• **Instructions for the task**:
All lines in the entries below that hold "Ingalls" make up the answer.

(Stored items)
::::
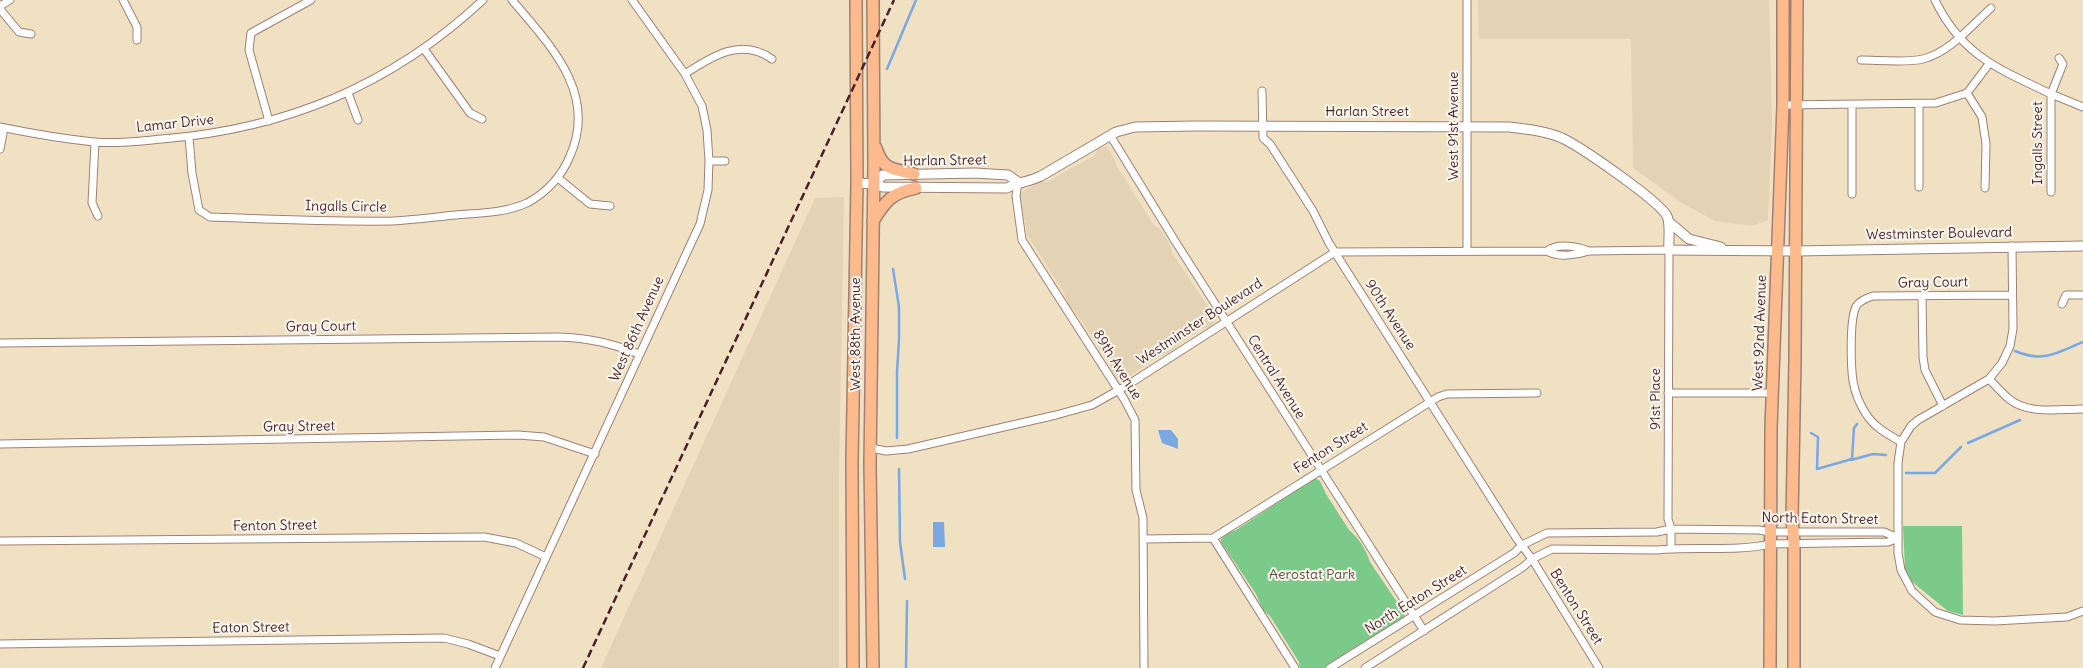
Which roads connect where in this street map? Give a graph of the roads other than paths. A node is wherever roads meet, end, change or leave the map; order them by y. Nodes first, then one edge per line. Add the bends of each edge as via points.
1 (10, 0) edge
2 (123, 0) edge
3 (312, 0) edge
4 (483, 0) edge
5 (512, 0) edge
6 (632, 0) edge
7 (856, 0) edge
8 (873, 0) edge
9 (1467, 0) edge
10 (1783, 0) edge
11 (1797, 0) edge
12 (1934, 0) edge
13 (0, 8) edge
14 (1991, 8) dead end
15 (31, 34) dead end
16 (1959, 38) junction
17 (137, 40) dead end
18 (424, 50) junction
19 (2059, 58) dead end
20 (772, 60) dead end
21 (1861, 60) dead end
22 (1989, 64) junction
23 (685, 74) junction
24 (1262, 91) dead end
25 (348, 93) junction
26 (1967, 93) junction
27 (2051, 94) junction
28 (1783, 105) junction
29 (1796, 105) junction
30 (1852, 105) junction
31 (1919, 105) junction
32 (2083, 107) edge
33 (482, 119) dead end
34 (358, 120) dead end
35 (269, 121) junction
36 (1262, 125) junction
37 (1468, 126) junction
38 (2, 127) edge
39 (1110, 135) junction
40 (188, 137) junction
41 (874, 141) junction
42 (95, 142) junction
43 (0, 149) edge
44 (725, 160) dead end
45 (709, 161) junction
46 (914, 174) junction
47 (990, 174) junction
48 (558, 178) junction
49 (1018, 182) junction
50 (857, 184) junction
51 (874, 184) junction
52 (1919, 187) dead end
53 (916, 188) junction
54 (930, 188) junction
55 (1985, 188) dead end
56 (2050, 192) dead end
57 (1852, 194) dead end
58 (610, 206) dead end
59 (98, 216) dead end
60 (1669, 222) junction
61 (872, 223) junction
62 (2012, 246) junction
63 (2083, 246) edge
64 (1669, 250) junction
65 (1733, 250) junction
66 (1467, 251) junction
67 (1778, 251) junction
68 (1796, 251) junction
69 (1335, 252) junction
70 (2012, 294) junction
71 (1922, 295) junction
72 (2083, 295) edge
73 (2062, 304) dead end
74 (1226, 321) junction
75 (0, 343) edge
76 (639, 354) junction
77 (1989, 379) junction
78 (1118, 390) junction
79 (1537, 393) dead end
80 (1668, 393) junction
81 (1773, 393) junction
82 (1430, 401) junction
83 (1943, 406) junction
84 (2083, 409) edge
85 (1901, 442) junction
86 (0, 444) edge
87 (871, 448) junction
88 (595, 454) junction
89 (1320, 469) junction
90 (1671, 529) junction
91 (1213, 538) junction
92 (1770, 538) junction
93 (1794, 538) junction
94 (1898, 538) junction
95 (1144, 539) junction
96 (0, 541) edge
97 (1522, 545) junction
98 (1671, 548) junction
99 (546, 558) junction
100 (1532, 559) junction
101 (2083, 612) edge
102 (1414, 616) junction
103 (1424, 631) junction
104 (0, 644) edge
105 (500, 656) junction
106 (495, 668) edge
107 (853, 668) edge
108 (873, 668) edge
109 (1144, 668) edge
110 (1295, 668) edge
111 (1330, 668) edge
112 (1365, 668) edge
113 (1599, 668) edge
114 (1770, 668) edge
115 (1794, 668) edge

1 - 13 street
2 - 17 street via 137,27
3 - 35 street via 251,32 249,50
4 - 18 street, Lamar Drive
5 - 48 street, Ingalls Circle via 565,68 574,89 579,115 577,135
6 - 23 street, West 86th Avenue
7 - 50 main road, West 88th Avenue
8 - 41 main road, West 88th Avenue
9 - 37 street, West 91st Avenue
10 - 28 main road, West 92nd Avenue
11 - 29 main road
12 - 16 street, Ingalls Street
13 - 15 street via 19,32
14 - 16 street
16 - 21 street via 1922,60
16 - 22 street, Ingalls Street
18 - 25 street, Lamar Drive
18 - 33 street via 470,113
19 - 27 street, Ingalls Street via 2063,64
20 - 23 street via 760,51 729,51 711,57
22 - 26 street
22 - 27 street, Ingalls Street
23 - 45 street, West 86th Avenue via 703,111
24 - 36 street, 90th Avenue
25 - 34 street
25 - 35 street, Lamar Drive
26 - 31 street
26 - 55 street via 1982,117 1986,144
27 - 32 street, Ingalls Street
27 - 56 street, Ingalls Street
28 - 29 street
28 - 67 main road, West 92nd Avenue
29 - 30 street
29 - 68 main road
30 - 31 street
30 - 57 street
31 - 52 street
35 - 40 street, Lamar Drive via 242,129
36 - 37 street, Harlan Street
36 - 39 street, Harlan Street via 1135,127
36 - 69 street, 90th Avenue via 1263,138 1308,203
37 - 60 street, Harlan Street via 1509,126 1561,138 1601,162 1653,202
37 - 66 street, West 91st Avenue
38 - 42 street, Lamar Drive
38 - 43 street
39 - 49 street, Harlan Street via 1041,176
39 - 74 street, Central Avenue
40 - 42 street, Lamar Drive
40 - 48 street, Ingalls Circle via 199,210 210,217 393,221 497,211 527,203
41 - 46 main road via 880,158 889,169
41 - 51 main road, West 88th Avenue
42 - 59 street via 92,203
44 - 45 street
45 - 76 street, West 86th Avenue via 708,190 700,224
46 - 47 street, Harlan Street
46 - 51 street, Harlan Street via 883,176
47 - 49 street, Harlan Street via 1008,175
47 - 54 street via 975,182 949,182
48 - 58 street via 590,204
49 - 54 street, Harlan Street via 1007,188
49 - 78 street, 89th Avenue via 1016,196 1022,240
50 - 51 street, Harlan Street
50 - 107 main road, West 88th Avenue via 852,461
51 - 53 street, Harlan Street
51 - 61 main road, West 88th Avenue
53 - 54 street, Harlan Street
53 - 61 main road via 901,191 886,200
60 - 64 street
60 - 65 street, Harlan Street via 1689,239
61 - 87 main road, West 88th Avenue
62 - 63 street, Westminster Boulevard
62 - 68 street, Westminster Boulevard
62 - 70 street
64 - 65 street
64 - 66 street via 1589,251 1580,247 1547,251
64 - 80 street, 91st Place
65 - 67 street, Westminster Boulevard
66 - 69 street
67 - 68 street, Westminster Boulevard
67 - 81 main road, West 92nd Avenue
68 - 93 main road
69 - 74 street, Westminster Boulevard
69 - 82 street, 90th Avenue
70 - 71 street, Gray Court
70 - 77 street via 2010,346
71 - 83 street via 1925,370
71 - 85 street, Gray Court via 1864,299 1852,319 1853,382 1858,400 1878,429
72 - 73 street via 2066,295
74 - 78 street, Westminster Boulevard
74 - 89 street, Central Avenue
75 - 76 street, Gray Court via 558,336 588,338
76 - 88 street, West 86th Avenue
77 - 83 street
77 - 84 street via 2023,407
78 - 87 street, Westminster Boulevard via 1092,405 1010,426 908,449 886,451
78 - 95 street, 89th Avenue via 1135,420 1136,490
79 - 82 street, Fenton Street via 1447,394
80 - 81 street
80 - 90 street, 91st Place via 1668,520
81 - 92 main road, West 92nd Avenue
82 - 89 street, Fenton Street
82 - 97 street, 90th Avenue
83 - 85 street via 1911,426
85 - 94 street
86 - 88 street, Gray Street via 518,435 544,437
87 - 108 main road, West 88th Avenue
88 - 99 street, West 86th Avenue
89 - 91 street, Fenton Street
89 - 102 street, Central Avenue
90 - 92 street, North Eaton Street via 1759,530
90 - 97 street, North Eaton Street via 1657,532 1554,532
90 - 98 street, 91st Place
91 - 95 street
91 - 110 street
92 - 93 street, North Eaton Street
92 - 93 street, North Eaton Street
92 - 98 street, North Eaton Street via 1756,547
92 - 114 main road, West 92nd Avenue
93 - 94 street, North Eaton Street via 1884,542
93 - 94 street, North Eaton Street via 1884,532
93 - 115 main road
94 - 101 street via 1899,563 1906,583 1936,612 1960,620 1995,621 2067,617
95 - 109 street, 89th Avenue
96 - 99 street, Fenton Street via 484,537 516,543
97 - 100 street, Benton Street
97 - 102 street, North Eaton Street
98 - 100 street, North Eaton Street via 1556,549
99 - 105 street, West 86th Avenue
100 - 103 street, North Eaton Street
100 - 113 street, Benton Street
102 - 103 street, Central Avenue
102 - 111 street, North Eaton Street
103 - 112 street, North Eaton Street
104 - 105 street, Eaton Street via 444,638
105 - 106 street, West 86th Avenue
::::
• **Response to this task**:
5 - 48 street, Ingalls Circle via 565,68 574,89 579,115 577,135
12 - 16 street, Ingalls Street
16 - 22 street, Ingalls Street
19 - 27 street, Ingalls Street via 2063,64
22 - 27 street, Ingalls Street
27 - 32 street, Ingalls Street
27 - 56 street, Ingalls Street
40 - 48 street, Ingalls Circle via 199,210 210,217 393,221 497,211 527,203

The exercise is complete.